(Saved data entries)
=== Begin Enclosure ===
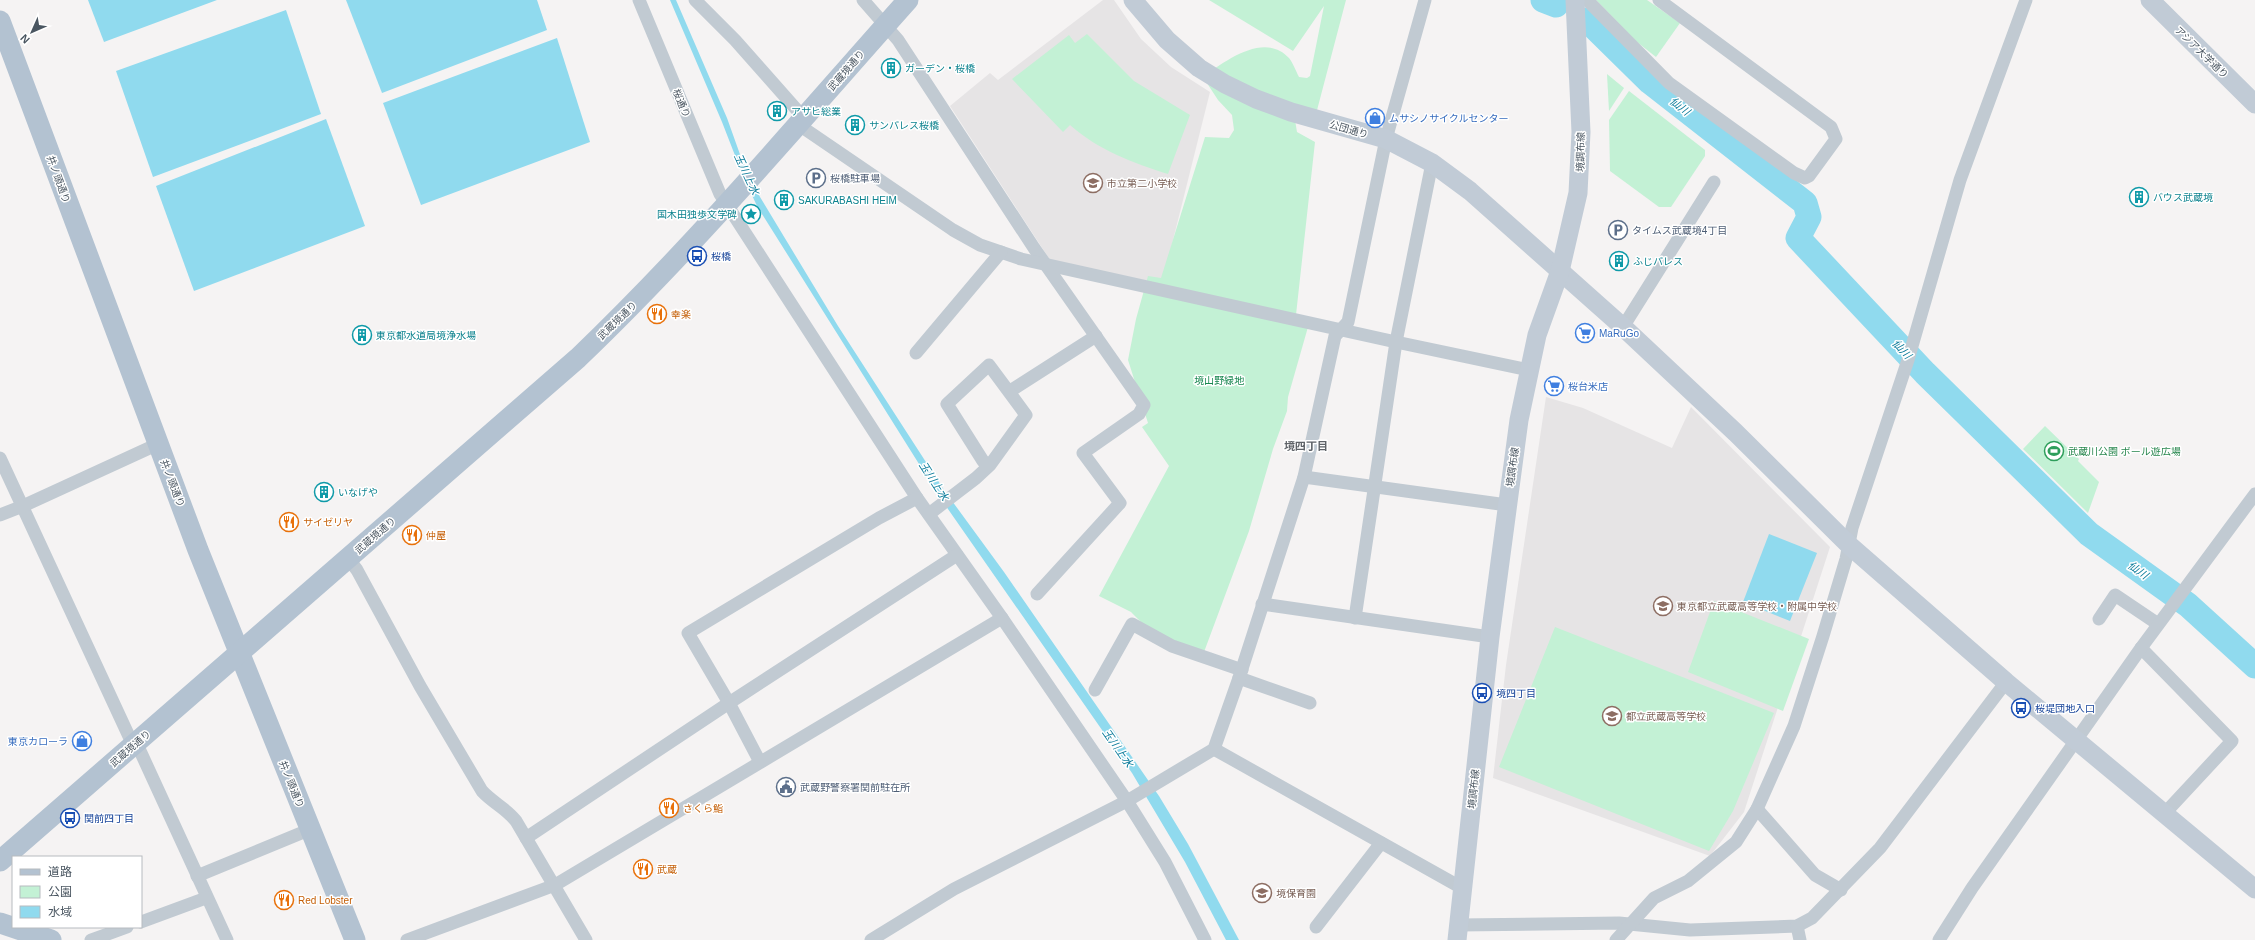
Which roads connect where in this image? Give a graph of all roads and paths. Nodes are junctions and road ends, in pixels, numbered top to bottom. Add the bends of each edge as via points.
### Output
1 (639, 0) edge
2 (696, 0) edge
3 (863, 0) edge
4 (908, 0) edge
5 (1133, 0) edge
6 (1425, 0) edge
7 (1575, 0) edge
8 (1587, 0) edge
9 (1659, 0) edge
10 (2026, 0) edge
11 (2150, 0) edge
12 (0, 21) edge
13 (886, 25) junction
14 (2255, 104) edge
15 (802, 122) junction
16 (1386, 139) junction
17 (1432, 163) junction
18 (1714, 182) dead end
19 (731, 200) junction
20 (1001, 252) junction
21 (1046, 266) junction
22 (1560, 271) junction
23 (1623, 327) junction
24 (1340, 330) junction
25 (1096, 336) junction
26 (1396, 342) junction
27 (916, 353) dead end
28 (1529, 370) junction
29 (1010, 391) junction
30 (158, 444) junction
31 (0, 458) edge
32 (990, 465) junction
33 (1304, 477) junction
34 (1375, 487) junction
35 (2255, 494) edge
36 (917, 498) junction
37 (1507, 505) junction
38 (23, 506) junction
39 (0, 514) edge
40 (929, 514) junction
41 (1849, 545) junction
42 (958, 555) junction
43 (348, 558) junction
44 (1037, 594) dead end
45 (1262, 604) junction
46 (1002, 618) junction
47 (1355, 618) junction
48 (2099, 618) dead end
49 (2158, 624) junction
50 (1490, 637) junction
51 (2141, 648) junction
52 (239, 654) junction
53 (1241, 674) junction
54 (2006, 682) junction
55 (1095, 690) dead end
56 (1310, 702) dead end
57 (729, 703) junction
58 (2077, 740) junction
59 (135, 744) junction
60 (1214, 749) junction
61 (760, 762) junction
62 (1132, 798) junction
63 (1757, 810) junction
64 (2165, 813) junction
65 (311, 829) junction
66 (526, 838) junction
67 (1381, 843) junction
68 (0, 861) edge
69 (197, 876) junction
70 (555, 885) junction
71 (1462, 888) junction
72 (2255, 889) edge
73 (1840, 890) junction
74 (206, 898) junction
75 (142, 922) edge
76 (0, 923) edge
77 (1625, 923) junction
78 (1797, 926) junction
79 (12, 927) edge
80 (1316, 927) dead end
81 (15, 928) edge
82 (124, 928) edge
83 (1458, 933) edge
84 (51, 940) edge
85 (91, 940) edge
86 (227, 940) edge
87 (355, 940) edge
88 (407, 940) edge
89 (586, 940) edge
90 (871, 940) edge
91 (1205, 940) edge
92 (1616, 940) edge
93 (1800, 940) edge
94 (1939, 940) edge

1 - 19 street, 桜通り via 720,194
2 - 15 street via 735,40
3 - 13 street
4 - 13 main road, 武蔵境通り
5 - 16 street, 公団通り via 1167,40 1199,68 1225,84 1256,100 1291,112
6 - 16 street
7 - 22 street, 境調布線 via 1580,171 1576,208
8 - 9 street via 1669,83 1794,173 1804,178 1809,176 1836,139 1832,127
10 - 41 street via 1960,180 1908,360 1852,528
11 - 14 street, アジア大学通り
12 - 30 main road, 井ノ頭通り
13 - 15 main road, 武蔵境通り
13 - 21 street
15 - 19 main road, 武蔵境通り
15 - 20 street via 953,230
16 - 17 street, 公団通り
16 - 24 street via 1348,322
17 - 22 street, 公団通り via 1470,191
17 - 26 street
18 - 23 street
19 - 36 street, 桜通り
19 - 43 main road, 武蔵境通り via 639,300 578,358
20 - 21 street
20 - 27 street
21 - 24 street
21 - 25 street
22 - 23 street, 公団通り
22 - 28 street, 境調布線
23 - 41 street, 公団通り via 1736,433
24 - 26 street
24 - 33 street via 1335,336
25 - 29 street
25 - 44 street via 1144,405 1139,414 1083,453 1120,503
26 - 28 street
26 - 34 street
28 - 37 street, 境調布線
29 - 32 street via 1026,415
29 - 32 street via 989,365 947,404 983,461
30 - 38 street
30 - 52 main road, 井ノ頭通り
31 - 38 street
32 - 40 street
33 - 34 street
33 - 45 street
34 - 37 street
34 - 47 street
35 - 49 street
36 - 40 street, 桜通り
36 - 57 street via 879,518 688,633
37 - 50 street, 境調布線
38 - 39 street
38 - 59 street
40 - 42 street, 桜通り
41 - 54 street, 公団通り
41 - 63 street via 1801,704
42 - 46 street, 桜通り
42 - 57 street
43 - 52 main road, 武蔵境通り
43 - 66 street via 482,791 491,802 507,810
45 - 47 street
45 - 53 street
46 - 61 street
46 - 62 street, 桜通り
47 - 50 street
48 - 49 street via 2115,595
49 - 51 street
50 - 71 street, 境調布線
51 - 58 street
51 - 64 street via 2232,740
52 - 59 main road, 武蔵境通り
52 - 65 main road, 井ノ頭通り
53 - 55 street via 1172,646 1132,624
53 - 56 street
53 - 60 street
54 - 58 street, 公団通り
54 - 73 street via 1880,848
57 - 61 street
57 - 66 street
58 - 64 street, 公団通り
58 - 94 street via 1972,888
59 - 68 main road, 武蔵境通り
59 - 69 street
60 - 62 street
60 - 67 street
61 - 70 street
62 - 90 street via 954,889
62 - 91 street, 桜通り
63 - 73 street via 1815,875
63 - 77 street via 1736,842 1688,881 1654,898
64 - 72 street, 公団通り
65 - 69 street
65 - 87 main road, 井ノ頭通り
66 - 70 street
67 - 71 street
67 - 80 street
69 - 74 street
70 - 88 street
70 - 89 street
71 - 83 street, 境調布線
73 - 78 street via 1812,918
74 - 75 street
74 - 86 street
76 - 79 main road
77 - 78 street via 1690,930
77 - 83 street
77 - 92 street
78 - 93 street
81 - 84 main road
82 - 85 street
=== End Enclosure ===
=== Begin Enclosure ===
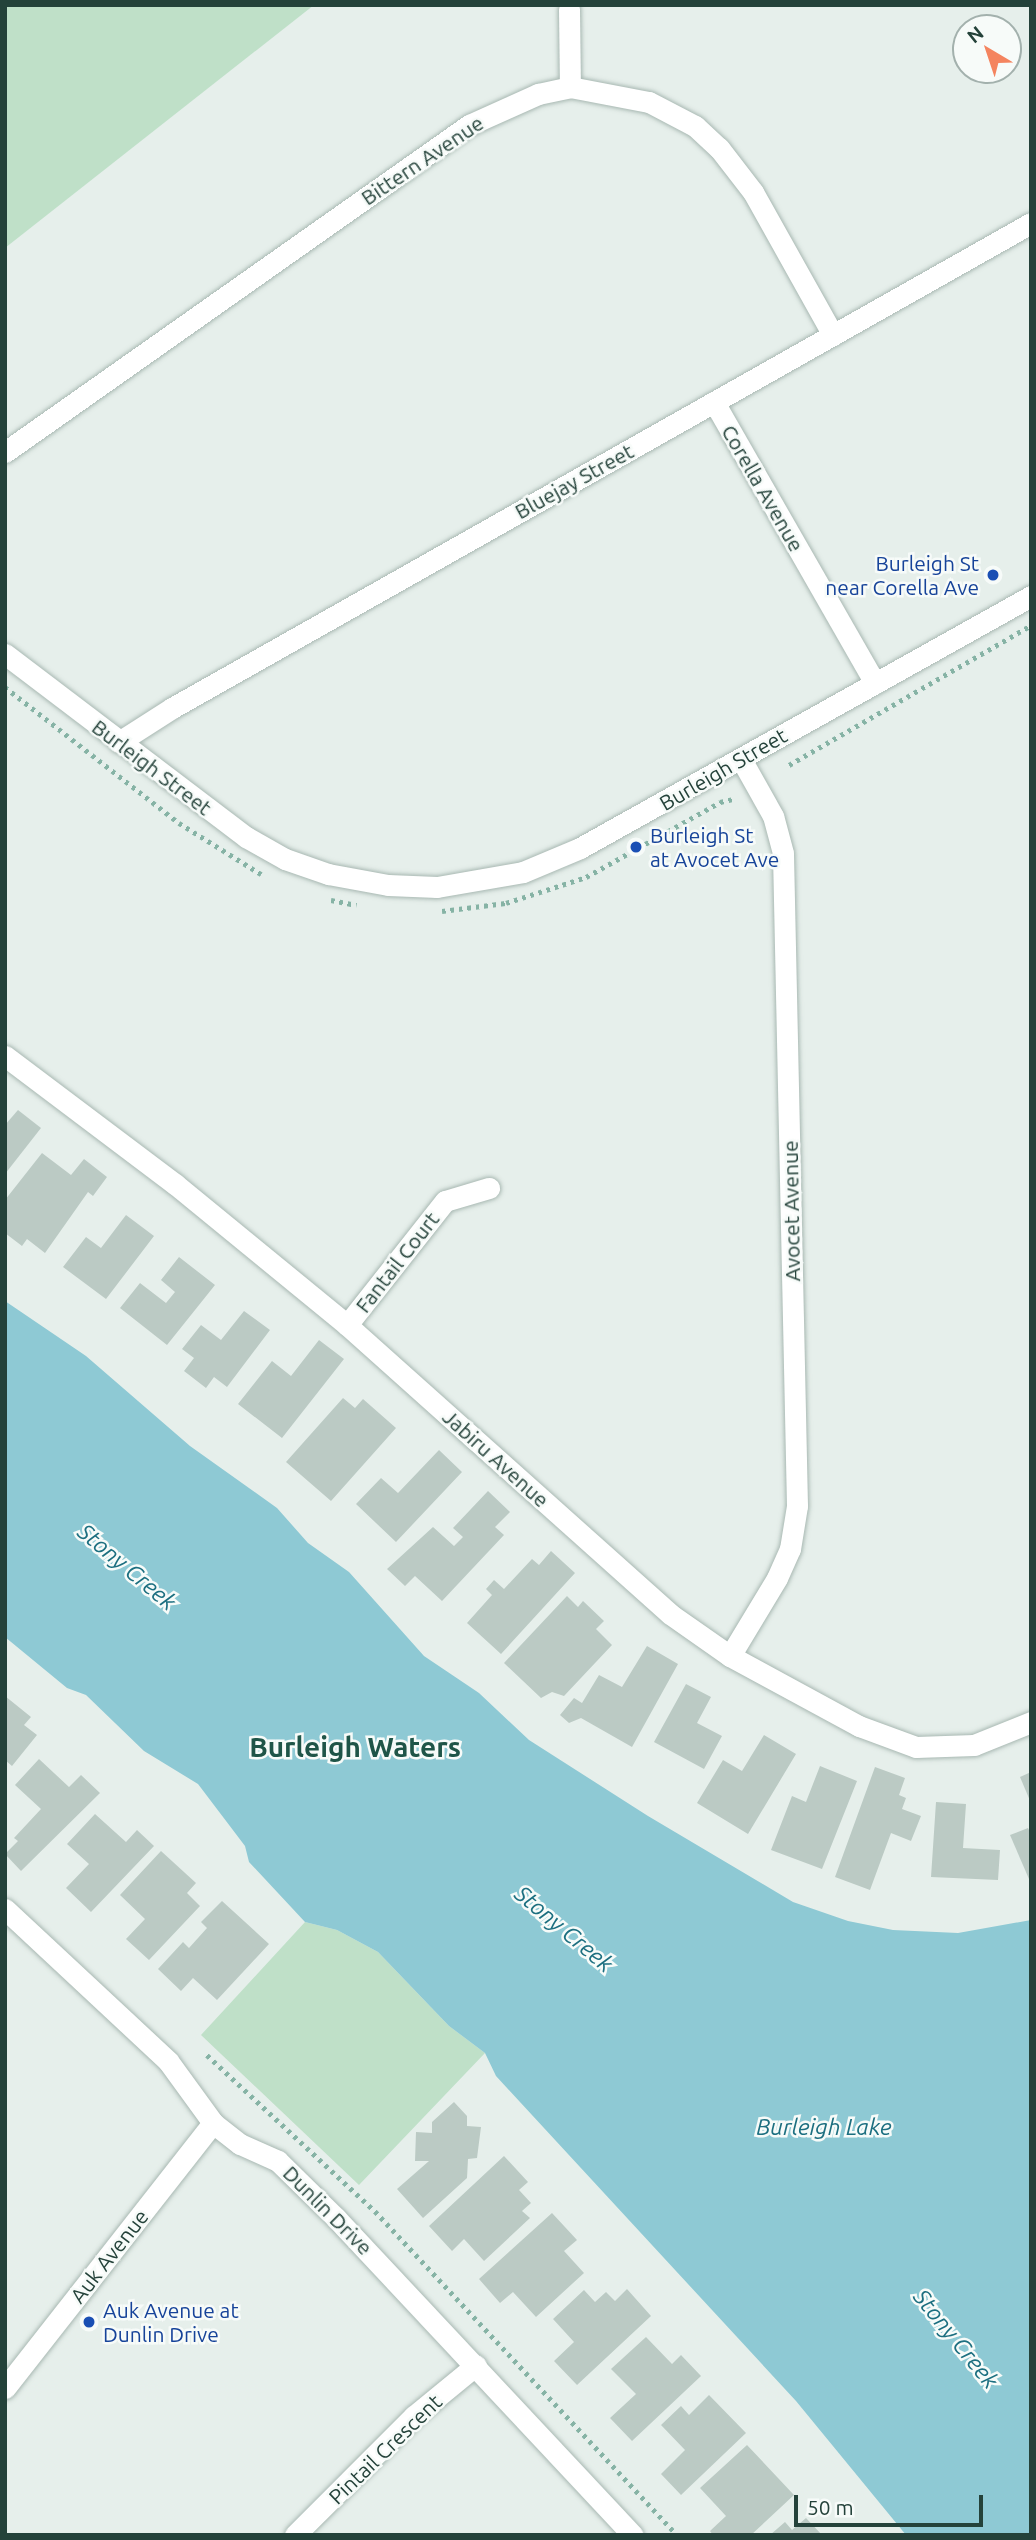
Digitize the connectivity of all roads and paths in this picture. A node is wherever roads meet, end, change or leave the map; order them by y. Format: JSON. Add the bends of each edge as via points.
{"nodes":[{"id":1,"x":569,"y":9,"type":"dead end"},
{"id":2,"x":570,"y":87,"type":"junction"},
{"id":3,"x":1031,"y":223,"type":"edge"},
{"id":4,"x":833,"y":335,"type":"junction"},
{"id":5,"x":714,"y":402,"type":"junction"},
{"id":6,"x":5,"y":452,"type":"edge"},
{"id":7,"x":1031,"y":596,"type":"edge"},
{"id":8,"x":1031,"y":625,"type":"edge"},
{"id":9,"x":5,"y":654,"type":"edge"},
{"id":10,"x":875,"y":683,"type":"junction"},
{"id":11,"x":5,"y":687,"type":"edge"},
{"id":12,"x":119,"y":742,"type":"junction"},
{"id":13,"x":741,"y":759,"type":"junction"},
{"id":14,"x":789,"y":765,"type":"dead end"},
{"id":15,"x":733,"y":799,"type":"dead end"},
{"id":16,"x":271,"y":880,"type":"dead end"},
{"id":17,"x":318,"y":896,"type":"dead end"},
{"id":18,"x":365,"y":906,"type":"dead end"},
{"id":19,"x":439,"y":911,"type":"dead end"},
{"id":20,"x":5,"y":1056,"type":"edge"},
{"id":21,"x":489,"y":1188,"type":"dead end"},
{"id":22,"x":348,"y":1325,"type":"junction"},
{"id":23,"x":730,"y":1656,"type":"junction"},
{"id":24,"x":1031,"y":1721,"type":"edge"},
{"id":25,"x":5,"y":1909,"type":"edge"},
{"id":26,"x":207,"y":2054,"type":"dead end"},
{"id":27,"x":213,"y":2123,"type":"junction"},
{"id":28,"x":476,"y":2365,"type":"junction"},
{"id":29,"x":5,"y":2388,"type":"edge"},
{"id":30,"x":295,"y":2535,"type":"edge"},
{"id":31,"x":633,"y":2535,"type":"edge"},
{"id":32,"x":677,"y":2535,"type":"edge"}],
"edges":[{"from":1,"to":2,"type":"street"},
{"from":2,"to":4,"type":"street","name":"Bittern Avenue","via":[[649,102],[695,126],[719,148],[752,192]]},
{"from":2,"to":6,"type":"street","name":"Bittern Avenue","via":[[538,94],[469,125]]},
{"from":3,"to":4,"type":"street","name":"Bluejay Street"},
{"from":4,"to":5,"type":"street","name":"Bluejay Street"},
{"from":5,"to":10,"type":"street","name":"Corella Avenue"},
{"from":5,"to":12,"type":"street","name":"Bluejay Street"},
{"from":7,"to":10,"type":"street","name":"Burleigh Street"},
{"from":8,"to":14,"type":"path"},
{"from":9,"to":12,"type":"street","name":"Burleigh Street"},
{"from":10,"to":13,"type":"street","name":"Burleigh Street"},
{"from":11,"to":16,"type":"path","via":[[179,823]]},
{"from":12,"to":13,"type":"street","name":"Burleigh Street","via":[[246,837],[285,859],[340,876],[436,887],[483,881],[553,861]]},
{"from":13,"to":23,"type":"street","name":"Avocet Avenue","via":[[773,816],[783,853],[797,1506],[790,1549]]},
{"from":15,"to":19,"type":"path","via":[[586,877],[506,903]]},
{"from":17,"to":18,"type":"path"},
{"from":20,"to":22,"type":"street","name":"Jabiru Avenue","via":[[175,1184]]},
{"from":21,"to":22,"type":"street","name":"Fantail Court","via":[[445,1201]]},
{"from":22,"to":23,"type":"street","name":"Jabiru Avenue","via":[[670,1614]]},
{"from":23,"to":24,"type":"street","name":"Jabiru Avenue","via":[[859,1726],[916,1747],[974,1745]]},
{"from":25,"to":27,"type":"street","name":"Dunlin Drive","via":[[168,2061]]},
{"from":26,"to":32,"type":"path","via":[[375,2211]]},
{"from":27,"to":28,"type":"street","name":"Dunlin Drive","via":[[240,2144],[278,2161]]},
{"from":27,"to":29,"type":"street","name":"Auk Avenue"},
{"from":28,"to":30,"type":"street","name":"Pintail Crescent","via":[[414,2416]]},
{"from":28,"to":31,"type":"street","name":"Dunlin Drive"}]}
=== End Enclosure ===
Which lines of the entries above contain the string "paths"? Copy each one.

SOLUTION TO THIS EXERCISE:
Which roads connect where in this image? Give a graph of all roads and paths. Nodes are junctions and road ends, in pixels, numbered top to bottom. Add the bends of each edge as via points.
Digitize the connectivity of all roads and paths in this picture. A node is wherever roads meet, end, change or leave the map; order them by y. Format: JSON. Add the bends of each edge as via points.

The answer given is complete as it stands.